Distributed Energy Resources (“DERs”) have long been part of California’s efforts to reduce greenhouse gas (“GHG”) emissions and ratepayer costs; however, the California Public Utilities Commission (“CPUC”) is currently exploring how third party DER providers can strengthen the reliability of the electric distribution grid.
On September 19, 2019, the CPUC instituted a rulemaking to facilitate the commercialization of microgrids for distribution customers of large electrical corporations. A microgrid is an interconnected system of loads and energy resources, such as DERs, within a clearly defined electrical boundary that can isolate or be managed apart from the larger grid. Track 1 of the rulemaking focuses on the CPUC’s goal of deploying resiliency planning in areas that are prone to outage events and wildfires. The CPUC hopes to adopt microgrid strategies in these vulnerable areas by Spring or Summer 2020. Reply comments on the Track 1 Microgrid and Resiliency Strategies Staff Proposal were submitted February 6, 2020. Next, the CPUC will issue a proposed decision, which will allow for a comment period. Track 2 of the microgrid proceeding will focus on accomplishing California’s broader policy goals, such as reducing GHGs, adapting to climate change, and planning for catastrophic events, in the context of supporting microgrids.
In March 2020, the CPUC wrote to Pacific Gas & Electric (“PG&E”), Southern California Edison (“SCE”), and San Diego Gas & Electric (“SDG&E”) encouraging them to begin their adoption of microgrid solutions. The letters asked the IOUs to implement directives “that are reasonably likely to result from a Track 1 Decision in the Microgrid and Resiliency proceeding.” The CPUC asked each IOU to “anticipate the impacts on its own operations from directives that could come from the proceedings” and to begin taking steps of “no regrets.” Building the resiliency of the electric distribution grid through DERs before the next wildfire season is a high priority for the State and the CPUC.

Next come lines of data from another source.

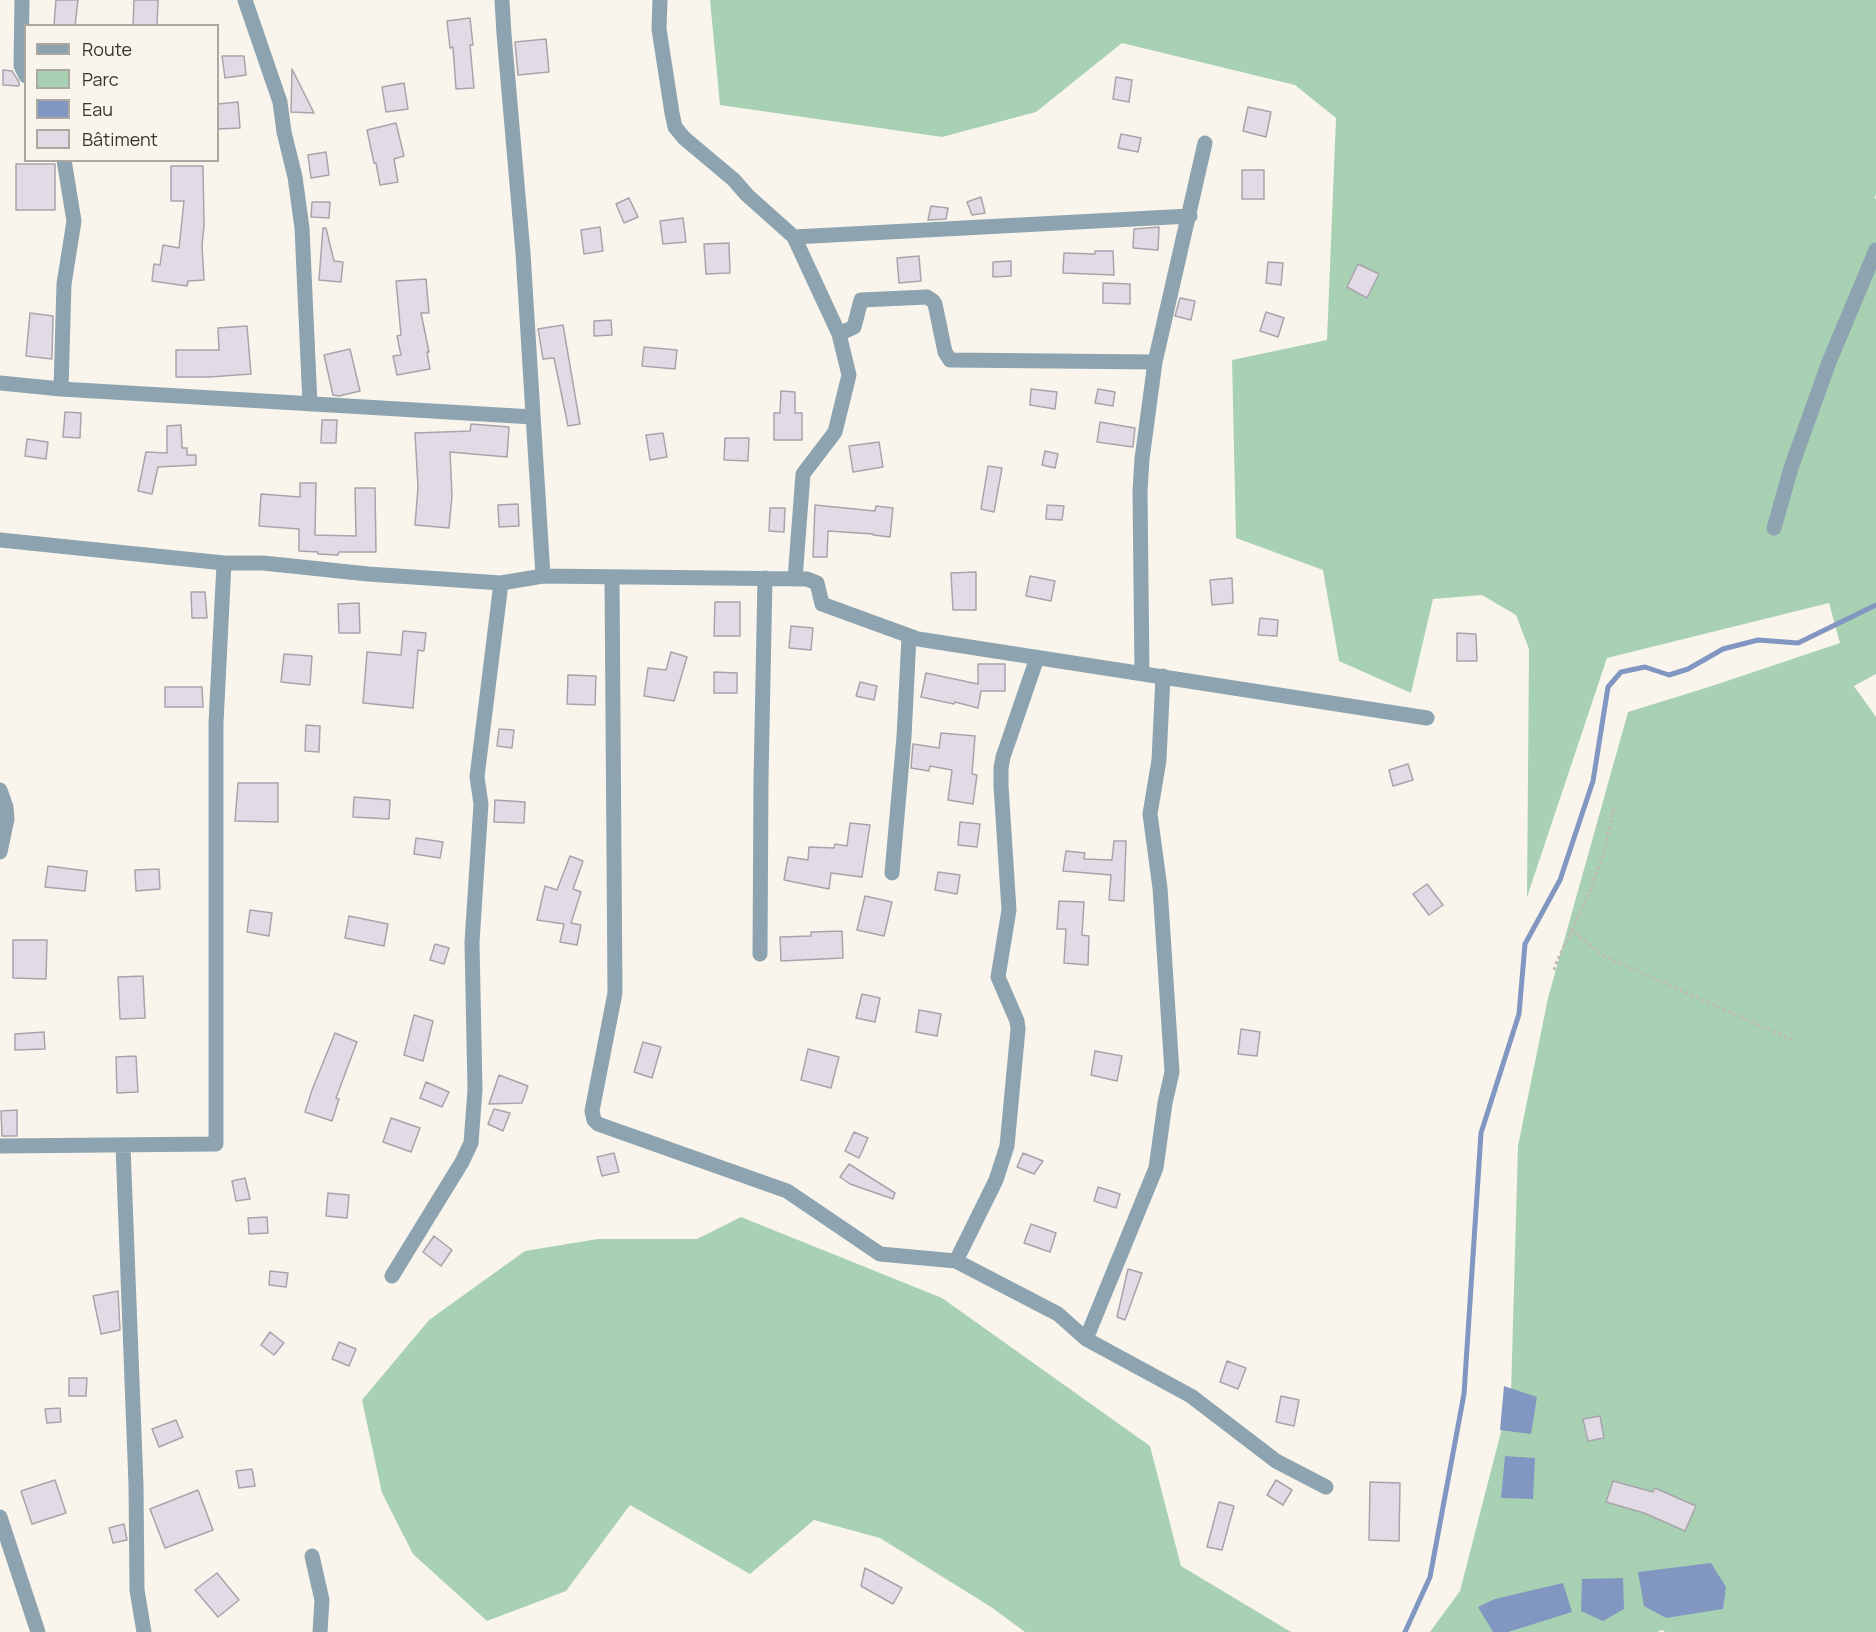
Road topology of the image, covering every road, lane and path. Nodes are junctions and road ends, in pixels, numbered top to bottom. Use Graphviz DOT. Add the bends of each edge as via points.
graph roads {
  1 [pos="22,0"];
  2 [pos="245,0"];
  3 [pos="502,0"];
  4 [pos="660,0"];
  5 [pos="24,72"];
  6 [pos="1205,143"];
  7 [pos="64,162"];
  8 [pos="1190,216"];
  9 [pos="794,237"];
  10 [pos="1876,250"];
  11 [pos="839,334"];
  12 [pos="1155,362"];
  13 [pos="0,383"];
  14 [pos="60,389"];
  15 [pos="310,404"];
  16 [pos="533,417"];
  17 [pos="1774,528"];
  18 [pos="0,540"];
  19 [pos="224,563"];
  20 [pos="543,576"];
  21 [pos="612,577"];
  22 [pos="765,578"];
  23 [pos="795,579"];
  24 [pos="501,583"];
  25 [pos="909,636"];
  26 [pos="1037,658"];
  27 [pos="1142,673"];
  28 [pos="1163,676"];
  29 [pos="1427,718"];
  30 [pos="0,790"];
  31 [pos="1614,808"];
  32 [pos="0,852"];
  33 [pos="891,873"];
  34 [pos="1572,930"];
  35 [pos="760,954"];
  36 [pos="1554,970"];
  37 [pos="1792,1040"];
  38 [pos="0,1146"];
  39 [pos="123,1146"];
  40 [pos="956,1261"];
  41 [pos="392,1276"];
  42 [pos="1086,1339"];
  43 [pos="1326,1487"];
  44 [pos="0,1517"];
  45 [pos="312,1556"];
  46 [pos="38,1632"];
  47 [pos="144,1632"];
  48 [pos="320,1632"];
  1 -- 5 [label="street"];
  2 -- 15 [label="street" via="280,102 295,177 302,228"];
  3 -- 16 [label="street"];
  4 -- 9 [label="street" via="659,28 675,127"];
  6 -- 8 [label="street"];
  7 -- 14 [label="street" via="74,221 64,284"];
  8 -- 9 [label="street"];
  8 -- 12 [label="street"];
  9 -- 11 [label="street"];
  10 -- 17 [label="street" via="1829,362"];
  11 -- 12 [label="street" via="854,327 861,300 927,297 935,304 950,360"];
  11 -- 23 [label="street" via="849,375 835,432 803,474"];
  12 -- 27 [label="street" via="1140,490"];
  13 -- 14 [label="street"];
  14 -- 15 [label="street"];
  15 -- 16 [label="street"];
  16 -- 20 [label="street"];
  18 -- 19 [label="street"];
  19 -- 24 [label="street"];
  19 -- 39 [label="street" via="216,723 216,1144"];
  20 -- 21 [label="street"];
  20 -- 24 [label="street"];
  21 -- 22 [label="street"];
  21 -- 40 [label="street" via="615,993 592,1111 594,1120 787,1191 880,1254"];
  22 -- 23 [label="street"];
  22 -- 35 [label="street"];
  23 -- 25 [label="street" via="816,583 822,604"];
  24 -- 41 [label="street" via="477,777 481,804 472,942 475,1090 471,1143"];
  25 -- 26 [label="street"];
  25 -- 33 [label="street"];
  26 -- 27 [label="street"];
  26 -- 40 [label="street" via="1001,768 1009,910 998,977 1018,1029 1007,1146 996,1180"];
  27 -- 28 [label="street"];
  28 -- 29 [label="street"];
  28 -- 42 [label="street" via="1159,760 1150,814 1160,888 1172,1072 1155,1168"];
  30 -- 32 [label="street" via="7,819"];
  31 -- 34 [label="path" via="1603,855"];
  34 -- 36 [label="path"];
  34 -- 37 [label="path" via="1604,956"];
  38 -- 39 [label="street"];
  39 -- 47 [label="street" via="137,1590"];
  40 -- 42 [label="street" via="1058,1314"];
  42 -- 43 [label="street" via="1191,1396 1276,1461"];
  44 -- 46 [label="street"];
  45 -- 48 [label="street" via="322,1600"];
}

DERs may also be used to defer or avoid traditional distribution upgrades. PG&E recently issued its 2020 Distribution Investment Deferral Framework (DIDF) Request for Offers (“the RFO”). The RFO is seeking at least 4.4 MW of DERs to cost-effectively defer PG&E investment in traditional distribution system upgrades that will otherwise be necessary in 2022. The DER projects can be located in-front-of-the-meter or behind-the-meter.
Project offers for the RFO were submitted March 15, 2020. By April 29, 2020, PG&E will make a shortlist of potential projects to be implemented. The project offers will be judged on a quantitative basis, e.g., project cost and Distribution Deferral Value, and a qualitative basis, e.g., project viability and safety. PG&E may select any subset of shortlisted offers for execution of an agreement by August 2, 2020. PG&E will submit agreements for CPUC approval by September 1, 2020. Not all RFOs make it to final implementation. On March 26, 2020, PG&E filed Advice Letter 5794-E to cancel solicitations for its Calflax distribution investment deferral opportunity that was associated with its 2019 DIDF.
SCE has also released its 2020 DIDF RFO. The request is limited to DERs at five locations listed in the 2020 DIDF RFO Bidder’s Conference Presentation. The MWs needed at each location is also described in the presentation. Offers were due March 3, 2020. SCE will offer its final selection of eligible projects on April 27, 2020. SDG&E did not implement a 2020 DIDF RFO.